Today I decided to take a moment to alter my jeans. Big mistake! Although my jeans need alteration in order to be comfortable, I hardly think it's worth actually sewing them. I have a large enough butt to fit them, but the waist is too loose and it bugs. So at the advice of my aunt, who tells me wearing a belt just adds bulk, I decided to sew little darts into the waist. (Dart: A tapered tuck sewn to adjust the fit of a garment. I looked it up.)
Now, this may sound like a simple operation to you, but remember that I am the girl who, after a miserable semester in Home Ec, transferred to metal shop. There is a reason I learned to weld: Sewing machines hate me. Replacing a button with needle and thread, no problem. But a sewing machine??? OK, there was that one quilt I made, but it was straight lines only and I must have had some divine intervention. Since then, every attempt at sewing for me has been filled with thread clumps on the underside of the material, and large clumps of hair being removed from my head.
Today was no different. The machine was already out and threaded from a previous alteration fiasco, so I sat down and tried my hand at two simple darts. The upper thread was almost gone, but hey, how much thread does it take for two small darts? I neglected to take into account the large scribbles of thread that hide on the underside. They use a LOT of thread! So there I was, one dart done without much screaming, working on the second dart. Suddenly the machine makes a sick THUNK noise, the empty spool of thread goes careening across the table, it's spool-holding rod now unattached and clinking onto the table, and my needle completely stops mid fabric with the needle tip stuck. It was the closest I've ever been to anything like a sewing machine explosion. Frightening really.
After retrieving the spool and screwing in the rod that held it, (I really don't know how that came off!), I realized that I had actually BROKEN the needle. The thick METAL needle. I broke it.

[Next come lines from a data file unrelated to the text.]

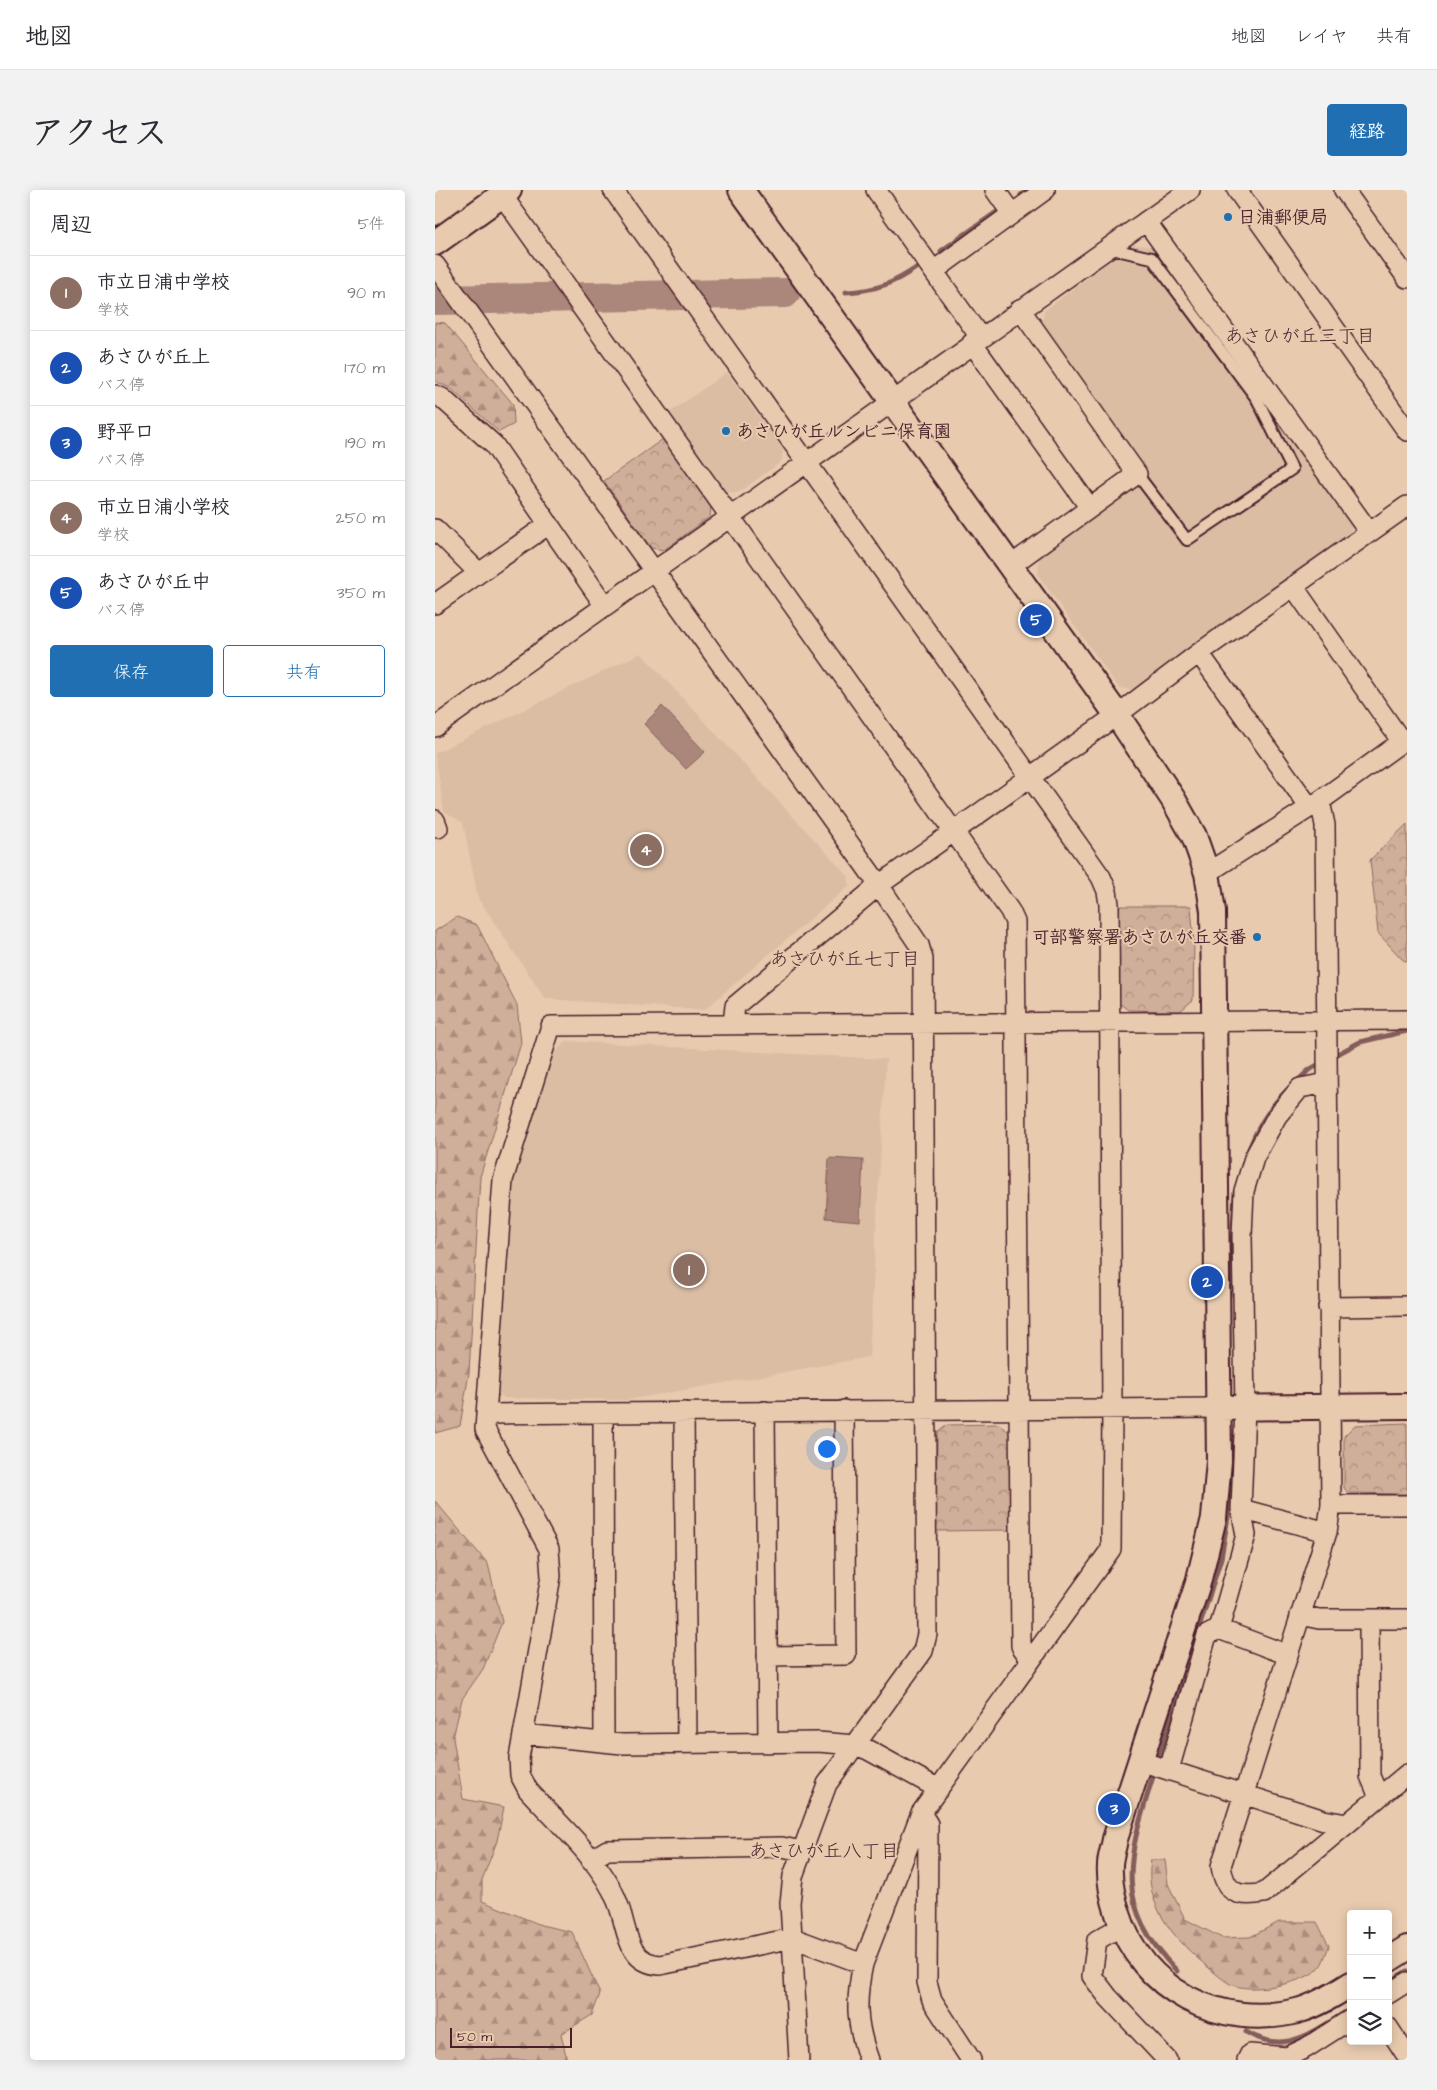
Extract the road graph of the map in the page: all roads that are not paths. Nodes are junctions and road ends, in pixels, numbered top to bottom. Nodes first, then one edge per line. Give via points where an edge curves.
1 (613, 190) edge
2 (741, 190) edge
3 (876, 190) edge
4 (995, 190) edge
5 (1045, 190) edge
6 (1190, 190) edge
7 (1237, 190) edge
8 (1344, 190) edge
9 (506, 193) edge
10 (1012, 214) junction
11 (1146, 221) junction
12 (435, 243) edge
13 (1107, 248) junction
14 (435, 264) edge
15 (935, 270) junction
16 (1407, 278) edge
17 (1020, 309) junction
18 (976, 340) junction
19 (435, 395) edge
20 (893, 403) junction
21 (1407, 431) edge
22 (806, 464) junction
23 (1137, 474) junction
24 (1407, 506) edge
25 (1090, 508) junction
26 (731, 518) junction
27 (549, 524) junction
28 (435, 529) edge
29 (1369, 532) junction
30 (1010, 566) junction
31 (655, 571) junction
32 (479, 573) junction
33 (1293, 586) junction
34 (435, 604) edge
35 (605, 606) junction
36 (1199, 652) junction
37 (1117, 715) junction
38 (435, 727) edge
39 (1405, 740) edge
40 (1029, 778) junction
41 (1315, 804) junction
42 (954, 832) junction
43 (1207, 873) junction
44 (879, 885) junction
45 (1215, 1020) junction
46 (1407, 1020) edge
47 (1110, 1021) junction
48 (1326, 1021) junction
49 (1015, 1022) junction
50 (924, 1023) junction
51 (733, 1024) junction
52 (1327, 1083) junction
53 (1407, 1306) edge
54 (1328, 1307) junction
55 (1407, 1406) edge
56 (1113, 1407) junction
57 (1329, 1407) junction
58 (1218, 1408) junction
59 (1245, 1408) junction
60 (1020, 1409) junction
61 (844, 1410) junction
62 (927, 1410) junction
63 (765, 1411) junction
64 (684, 1412) junction
65 (603, 1413) junction
66 (486, 1414) junction
67 (1331, 1505) junction
68 (1407, 1505) edge
69 (1241, 1510) junction
70 (1327, 1532) junction
71 (1301, 1615) junction
72 (1369, 1619) junction
73 (1407, 1619) edge
74 (1219, 1629) junction
75 (1288, 1655) junction
76 (767, 1656) junction
77 (1031, 1660) junction
78 (523, 1734) junction
79 (604, 1742) junction
80 (768, 1743) junction
81 (687, 1744) junction
82 (855, 1745) junction
83 (1140, 1761) junction
84 (1169, 1770) junction
85 (1407, 1774) edge
86 (939, 1789) junction
87 (1243, 1794) junction
88 (1379, 1797) junction
89 (921, 1813) junction
90 (1347, 1824) junction
91 (802, 1851) junction
92 (591, 1860) junction
93 (1122, 1926) junction
94 (793, 1938) junction
95 (1407, 1948) edge
96 (1392, 1957) edge
97 (863, 1964) junction
98 (1407, 1982) edge
99 (1347, 1987) edge
100 (1392, 1991) edge
101 (1347, 2022) edge
102 (1392, 2032) edge
103 (1407, 2056) edge
104 (799, 2060) edge
105 (869, 2060) edge
106 (971, 2060) edge
107 (1167, 2060) edge
108 (1247, 2060) edge

1 - 22 street
2 - 20 street
3 - 15 street
4 - 10 street
5 - 10 street
6 - 11 street
7 - 21 street
8 - 16 street
9 - 12 street
9 - 26 street via 574,297
10 - 15 street
11 - 13 street
11 - 29 street
13 - 17 street
13 - 23 lane via 1152,258 1257,399 1292,469 1187,540
14 - 31 street
15 - 18 street
17 - 18 street
17 - 23 street
18 - 20 street
18 - 25 street
19 - 27 street via 494,445
20 - 22 street
20 - 30 street
22 - 26 street
22 - 40 street
23 - 25 street
24 - 29 street
25 - 30 street
26 - 31 street
26 - 42 street
27 - 32 street
27 - 35 street
28 - 32 street
29 - 33 street
30 - 37 street
31 - 35 street
31 - 44 street
32 - 34 street
33 - 36 street
33 - 39 street
35 - 38 street
36 - 37 street
36 - 41 street
37 - 40 street
37 - 43 street via 1173,799 1194,836
39 - 41 street
40 - 42 street
40 - 47 street via 1101,876 1107,891
41 - 43 street
41 - 48 street via 1325,825
42 - 44 street
42 - 49 street via 1015,922
43 - 45 street via 1213,911
44 - 50 street via 919,945 923,959
44 - 51 street via 735,1006
45 - 47 street
45 - 48 street
45 - 58 street
46 - 48 street
47 - 49 street
47 - 56 street
48 - 52 street
49 - 50 street
49 - 60 street
50 - 51 street
50 - 62 street
51 - 66 street via 551,1026 503,1180
52 - 54 street
52 - 59 street via 1300,1088 1277,1116 1255,1158 1243,1191
53 - 54 street
54 - 57 street
55 - 57 street
56 - 58 street
56 - 60 street
56 - 77 street via 1111,1549
57 - 59 street
57 - 67 street
58 - 59 street
58 - 83 street via 1219,1462 1214,1518 1198,1583
59 - 69 street
60 - 62 street
60 - 77 street via 1021,1646
61 - 62 street
61 - 63 street
61 - 76 street via 846,1654
62 - 82 street via 927,1634 923,1651
63 - 64 street
63 - 76 street
64 - 65 street
64 - 81 street
65 - 66 street
65 - 79 street
66 - 78 street via 485,1429 549,1549 551,1559 551,1576
67 - 68 street
67 - 70 street
69 - 70 street
69 - 74 street via 1246,1535
70 - 71 street
71 - 72 street via 1319,1620
71 - 75 street
72 - 73 street
72 - 88 street via 1370,1776
74 - 75 street
74 - 84 street via 1207,1635
75 - 87 street
76 - 80 street
77 - 86 street
78 - 79 street
78 - 92 street via 520,1775 528,1790
79 - 81 street
80 - 81 street
80 - 82 street
82 - 86 street
82 - 91 street via 827,1784
83 - 84 street
83 - 93 street via 1110,1865 1114,1900
84 - 87 street
85 - 88 street
86 - 89 street
87 - 90 street via 1324,1820
87 - 90 street via 1221,1866 1227,1887 1237,1893 1249,1896 1264,1893
88 - 90 street
89 - 97 street
89 - 106 street via 929,1824 927,1982 932,2000
91 - 92 street via 782,1847 607,1850
91 - 94 street via 793,1876 790,1903
92 - 94 street via 606,1877 618,1901 632,1951 649,1965
93 - 99 street via 1134,1950 1155,1977 1179,1995 1208,2009 1237,2015 1297,2011 1326,2000
93 - 107 street via 1097,1940 1092,1976
94 - 97 street
94 - 104 street
95 - 96 street
97 - 105 street via 856,2009 859,2033
98 - 100 street
101 - 108 street via 1287,2057 1250,2054
102 - 103 street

I do have some consolation. I only have to wear my jeans lopsided for a small amount of time until I can take them to my Mom for proper alteration. One of the benefits of having a talented Mom close-by is that I can run to her after I've half-ruined something and say "Can you fix this?" And for sewing things, she usually can. She has a secret weapon. She has a SERGER! That's right--buttons, bells and whistles, multiple spools of thread, internal computer SERGER! If she knows what's good for her and her machinery, she won't let me near it.
4 comments:
It's really sad that I can relate (both to the too big waistedness of my pants, and the sewing machine fiasco!) Good luck with the packing and moving and all that fun stuff.
It's snowing here, just to let you know.
Tell me about it. My daughter seems to walk on her right knee and ruins all of her pants. Oma has saved the day with cute patches and paintings and alterings. SHE ROCKS!!
Well this "rocking oma" would love to help you with your pants. I hope you found the tip of the needle so it won't find it's way into MY machine. By the way, you are welcome to use my serger but after selling a kidney to pay for my new machine, NO ONE is allowed to even be in the same room with it. I'm looking forward to having you back in Utah, even when I have to fix your fiascos. Love MOM
no one in the same room? Sounds like Mom is feeling back to normal again!